Present Structure of the U.N.
Five sections comprise the U.N.:
- General Assembly (decides upon new member admission, adopts budget, elects non-permanent members of UNSC, all members of ECOSOC, the UN Secretary General upon proposal by UNSC, and 15 judges of ICJ with each country having only one vote);
- Security Council (strives to maintain international peace, adopts compulsory resolutions as needed, with 5 permanent members with veto power and 10 elected members);
- Economic and Social Council (ECOSOC, for cooperation between states for economic and social matters, with 54 members elected by GA to serve staggered 3-year terms);
- Secretariat (supports UN bodies administratively, and its Chair the UN Secretary General is elected by GA for a 5-year mandate), and
- International Court of Justice (ICJ) – among these, the first four listed are in the New York U.N. headquarters, whereas the last is in The Hague. Official languages of the U.N. are English, Russian, French, Spanish, Chinese, and Arabic. Participants in the U.N. are given immunity and privileges independent of the country hosting the U.N.; also, the Noblemaire principle under which the U.N. operates allows for attracting citizens from high-salary countries, with equal pay for equal value independent of nationality.

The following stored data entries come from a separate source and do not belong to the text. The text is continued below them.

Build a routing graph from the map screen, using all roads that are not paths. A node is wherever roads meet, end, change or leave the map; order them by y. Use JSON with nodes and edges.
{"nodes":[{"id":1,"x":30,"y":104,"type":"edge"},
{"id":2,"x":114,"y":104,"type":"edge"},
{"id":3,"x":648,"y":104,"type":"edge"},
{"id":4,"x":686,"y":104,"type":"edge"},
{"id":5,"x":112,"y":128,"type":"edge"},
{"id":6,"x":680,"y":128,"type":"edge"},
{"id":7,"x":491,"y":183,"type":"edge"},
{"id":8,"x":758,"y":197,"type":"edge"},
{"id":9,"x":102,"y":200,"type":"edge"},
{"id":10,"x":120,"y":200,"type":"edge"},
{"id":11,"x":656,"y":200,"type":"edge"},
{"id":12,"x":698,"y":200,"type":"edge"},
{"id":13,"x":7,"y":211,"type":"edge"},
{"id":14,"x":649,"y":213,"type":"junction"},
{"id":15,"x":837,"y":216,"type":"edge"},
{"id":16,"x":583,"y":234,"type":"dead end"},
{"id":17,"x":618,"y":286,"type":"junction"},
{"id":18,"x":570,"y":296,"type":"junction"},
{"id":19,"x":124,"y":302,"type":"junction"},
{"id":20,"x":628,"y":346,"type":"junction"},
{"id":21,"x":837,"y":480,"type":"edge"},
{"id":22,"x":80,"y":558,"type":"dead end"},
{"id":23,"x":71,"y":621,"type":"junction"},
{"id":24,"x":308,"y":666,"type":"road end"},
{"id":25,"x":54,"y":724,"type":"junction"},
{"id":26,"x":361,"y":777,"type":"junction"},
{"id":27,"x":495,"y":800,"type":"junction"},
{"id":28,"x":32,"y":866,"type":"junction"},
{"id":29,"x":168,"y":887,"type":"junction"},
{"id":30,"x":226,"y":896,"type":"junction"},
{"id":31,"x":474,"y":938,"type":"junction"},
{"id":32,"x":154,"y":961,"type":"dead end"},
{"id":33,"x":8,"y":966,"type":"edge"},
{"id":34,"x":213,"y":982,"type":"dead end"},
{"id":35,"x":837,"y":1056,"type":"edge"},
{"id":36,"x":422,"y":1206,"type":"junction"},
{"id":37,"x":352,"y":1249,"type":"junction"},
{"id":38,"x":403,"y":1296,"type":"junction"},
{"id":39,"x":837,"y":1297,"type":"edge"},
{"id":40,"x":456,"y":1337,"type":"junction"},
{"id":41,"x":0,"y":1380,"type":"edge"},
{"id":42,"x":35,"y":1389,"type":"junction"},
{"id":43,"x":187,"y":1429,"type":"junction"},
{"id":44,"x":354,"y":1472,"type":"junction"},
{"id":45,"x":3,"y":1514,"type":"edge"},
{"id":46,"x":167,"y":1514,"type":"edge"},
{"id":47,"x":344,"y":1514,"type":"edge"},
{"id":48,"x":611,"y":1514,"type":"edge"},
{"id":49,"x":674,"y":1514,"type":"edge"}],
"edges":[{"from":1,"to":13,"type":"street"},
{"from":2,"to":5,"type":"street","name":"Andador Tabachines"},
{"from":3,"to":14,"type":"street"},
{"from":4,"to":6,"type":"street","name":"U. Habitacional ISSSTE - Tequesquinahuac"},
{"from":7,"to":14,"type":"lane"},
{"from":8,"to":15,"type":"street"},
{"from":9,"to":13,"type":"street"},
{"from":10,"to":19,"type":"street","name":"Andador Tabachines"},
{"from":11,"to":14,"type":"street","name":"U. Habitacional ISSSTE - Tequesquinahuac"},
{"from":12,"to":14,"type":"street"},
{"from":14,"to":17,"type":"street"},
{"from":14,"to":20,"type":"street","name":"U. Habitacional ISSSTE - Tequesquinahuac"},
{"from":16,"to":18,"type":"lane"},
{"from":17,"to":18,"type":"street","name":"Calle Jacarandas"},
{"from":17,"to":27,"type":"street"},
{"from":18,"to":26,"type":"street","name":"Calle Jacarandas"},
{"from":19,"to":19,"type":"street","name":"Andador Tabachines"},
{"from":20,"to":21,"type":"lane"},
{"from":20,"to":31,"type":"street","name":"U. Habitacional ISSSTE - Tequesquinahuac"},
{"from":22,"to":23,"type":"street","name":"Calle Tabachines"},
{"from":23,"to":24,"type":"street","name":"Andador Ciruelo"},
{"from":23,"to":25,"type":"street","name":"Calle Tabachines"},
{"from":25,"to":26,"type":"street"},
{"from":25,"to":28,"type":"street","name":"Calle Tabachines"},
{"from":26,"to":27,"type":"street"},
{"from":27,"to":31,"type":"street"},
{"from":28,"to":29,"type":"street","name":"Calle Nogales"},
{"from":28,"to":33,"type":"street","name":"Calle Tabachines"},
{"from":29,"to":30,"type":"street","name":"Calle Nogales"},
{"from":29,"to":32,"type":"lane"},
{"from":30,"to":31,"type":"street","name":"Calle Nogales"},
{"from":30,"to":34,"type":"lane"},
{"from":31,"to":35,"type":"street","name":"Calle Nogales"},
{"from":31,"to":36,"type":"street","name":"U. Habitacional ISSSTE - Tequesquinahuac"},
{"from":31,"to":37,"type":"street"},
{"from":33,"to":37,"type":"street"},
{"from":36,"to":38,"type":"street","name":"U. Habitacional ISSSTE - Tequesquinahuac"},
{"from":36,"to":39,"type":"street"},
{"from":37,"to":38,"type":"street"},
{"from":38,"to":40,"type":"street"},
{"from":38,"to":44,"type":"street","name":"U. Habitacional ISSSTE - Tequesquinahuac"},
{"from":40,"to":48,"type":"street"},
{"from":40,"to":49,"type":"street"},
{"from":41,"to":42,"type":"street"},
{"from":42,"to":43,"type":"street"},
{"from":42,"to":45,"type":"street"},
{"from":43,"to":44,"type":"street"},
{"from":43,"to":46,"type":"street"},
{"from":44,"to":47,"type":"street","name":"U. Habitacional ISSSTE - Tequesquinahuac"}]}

Based upon this structure, the U.N. has taken on several key objectives: peacekeeping, human rights, economic development, humanitarian assistance, and others.

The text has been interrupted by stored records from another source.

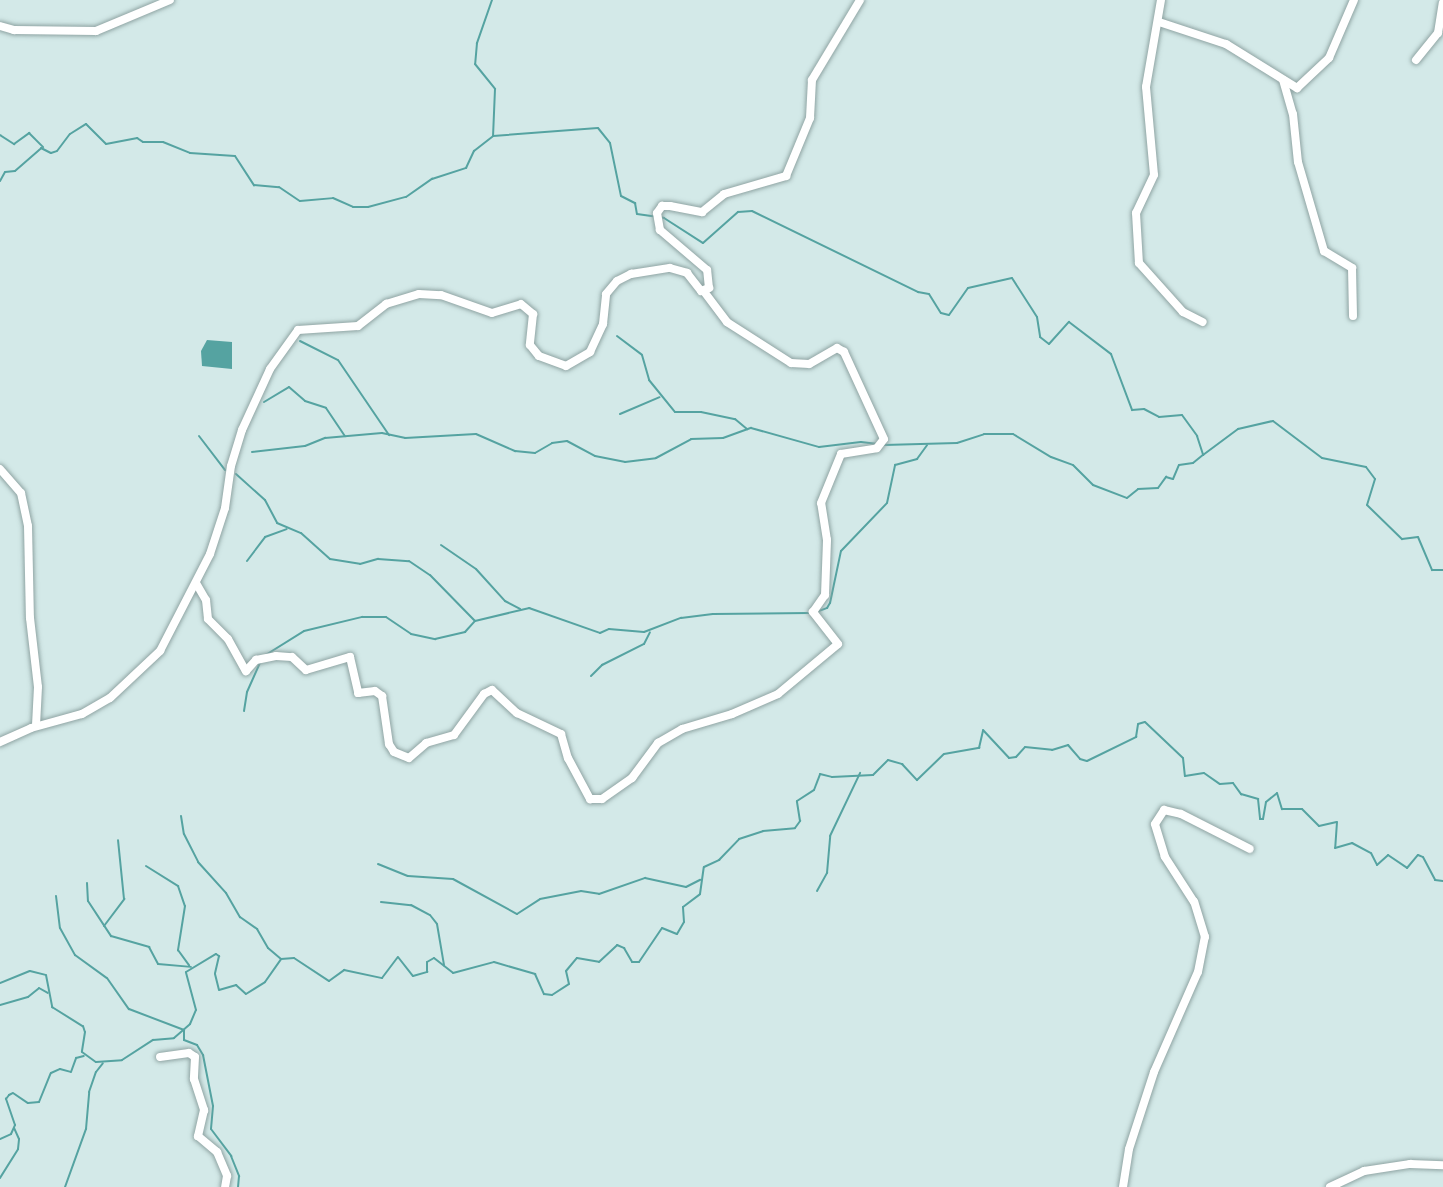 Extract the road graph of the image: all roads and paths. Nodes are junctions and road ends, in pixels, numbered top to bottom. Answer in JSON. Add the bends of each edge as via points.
{"nodes":[{"id":1,"x":170,"y":0,"type":"edge"},
{"id":2,"x":860,"y":0,"type":"edge"},
{"id":3,"x":1161,"y":0,"type":"edge"},
{"id":4,"x":1354,"y":0,"type":"edge"},
{"id":5,"x":1443,"y":3,"type":"edge"},
{"id":6,"x":1159,"y":22,"type":"junction"},
{"id":7,"x":0,"y":26,"type":"edge"},
{"id":8,"x":1416,"y":60,"type":"dead end"},
{"id":9,"x":1283,"y":80,"type":"junction"},
{"id":10,"x":704,"y":291,"type":"junction"},
{"id":11,"x":1353,"y":316,"type":"dead end"},
{"id":12,"x":1203,"y":322,"type":"dead end"},
{"id":13,"x":0,"y":469,"type":"edge"},
{"id":14,"x":196,"y":583,"type":"junction"},
{"id":15,"x":36,"y":726,"type":"junction"},
{"id":16,"x":0,"y":742,"type":"edge"},
{"id":17,"x":1250,"y":849,"type":"dead end"},
{"id":18,"x":160,"y":1057,"type":"dead end"},
{"id":19,"x":1443,"y":1165,"type":"edge"},
{"id":20,"x":225,"y":1187,"type":"edge"},
{"id":21,"x":1123,"y":1187,"type":"edge"},
{"id":22,"x":1330,"y":1187,"type":"edge"}],
"edges":[{"from":1,"to":7,"type":"street","via":[[96,31],[14,30]]},
{"from":2,"to":10,"type":"street","via":[[812,80],[810,118],[786,176],[724,194],[702,212],[662,206],[657,213],[656,222],[707,270],[711,286]]},
{"from":3,"to":6,"type":"street"},
{"from":4,"to":9,"type":"street","via":[[1335,48],[1314,76],[1297,88]]},
{"from":5,"to":8,"type":"street","via":[[1438,33]]},
{"from":6,"to":9,"type":"street","via":[[1226,44]]},
{"from":6,"to":12,"type":"street","via":[[1146,87],[1154,175],[1136,213],[1138,263],[1184,312]]},
{"from":9,"to":11,"type":"street","via":[[1293,114],[1298,162],[1324,251],[1352,268]]},
{"from":10,"to":14,"type":"street","via":[[690,275],[678,269],[644,271],[617,280],[606,294],[603,324],[590,352],[566,366],[539,356],[530,345],[533,314],[521,304],[492,313],[441,295],[419,294],[386,304],[358,326],[298,330],[270,369],[243,430],[232,459],[225,508]]},
{"from":10,"to":14,"type":"street","via":[[727,322],[792,363],[809,364],[837,348],[844,352],[884,439],[877,448],[841,454],[821,503],[826,532],[825,595],[813,612],[838,644],[778,694],[732,714],[682,729],[658,743],[632,778],[602,800],[590,799],[568,758],[561,734],[517,713],[495,691],[484,694],[454,735],[426,743],[409,758],[394,752],[389,744],[382,696],[375,691],[358,693],[350,657],[306,670],[292,657],[276,656],[256,660],[246,671],[228,639],[208,620],[206,600]]},
{"from":13,"to":15,"type":"street","via":[[21,493],[28,526],[30,618],[38,687]]},
{"from":14,"to":15,"type":"street","via":[[160,651],[122,691],[82,714]]},
{"from":15,"to":16,"type":"street"},
{"from":17,"to":21,"type":"street","via":[[1181,814],[1164,810],[1155,824],[1165,857],[1194,902],[1205,937],[1198,972],[1154,1072],[1129,1149]]},
{"from":18,"to":20,"type":"street","via":[[189,1053],[195,1057],[194,1078],[204,1110],[198,1136],[217,1152],[227,1176]]},
{"from":19,"to":22,"type":"street","via":[[1410,1164],[1364,1171]]}]}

In terms of funding, the U.S. provided 22% of its 2013 budget, followed by Japan (11%), Germany (7%0, France, U.K., and China (each at 5%), with multiple countries contributing smaller amounts. A ceiling rate of 22% is imposed, so that one nation cannot give undue amount to suggest undue influence.
The United Nations’ Future
Now a key organization with around 200 members, the United Nations has the potential to exert significant force in areas of need in the world (as it has in many cases thus far). Specifically, looking forward, the U.N. has designated as its “millennium development goals” the following:
- eradicating extreme poverty and hunger;
- universal primary education;
- gender equality with women empowerment;
- child mortality reduction;
- maternal health improvement;
- disease combat (such as HIV/AIDS, malaria, etc.);
- environmental sustainability;
- global development partnership development.
While each of the above is difficult to disagree with, there are critiques of the U.N., who note the following:
- only 75 of 184 member states as of 2004 were democracies – hence the input of non-democratic countries was viewed as potentially hypocritical;
- opposition of the one-world government suggestion that U.N. is or will become;
- support of governments who may otherwise engage in negative activities such as forced sterilizations or forced abortions (with which many in U.N. as members may not agree);
- Unchecked nuclear power of the five “elite” permanent member nations (China, France, Russia, U.K., U.S.);
- Need to expand permanent members (i.e. why should only those countries who are permanent now forever remain permanent, and why cannot this be expanded?);
- Veto power of fiver permanent nations (and not others in the same manner);
- Democracy in the U.N. not necessarily to sensitive of the most needing members;
These issues will likely be concerns which continue, and in the meantime the U.N. continues to balance its significant missions with the criticisms noted from others, while striving against missteps and maintaining accountability. To those critical of the U.N., perhaps the proposition of reasonable alternatives and subsequent consideration of these in the context of a fair and balanced United Nations may provide the best solution. That will be understandably difficult, which is why the topic of the United Nations applies under the domain “Politics.”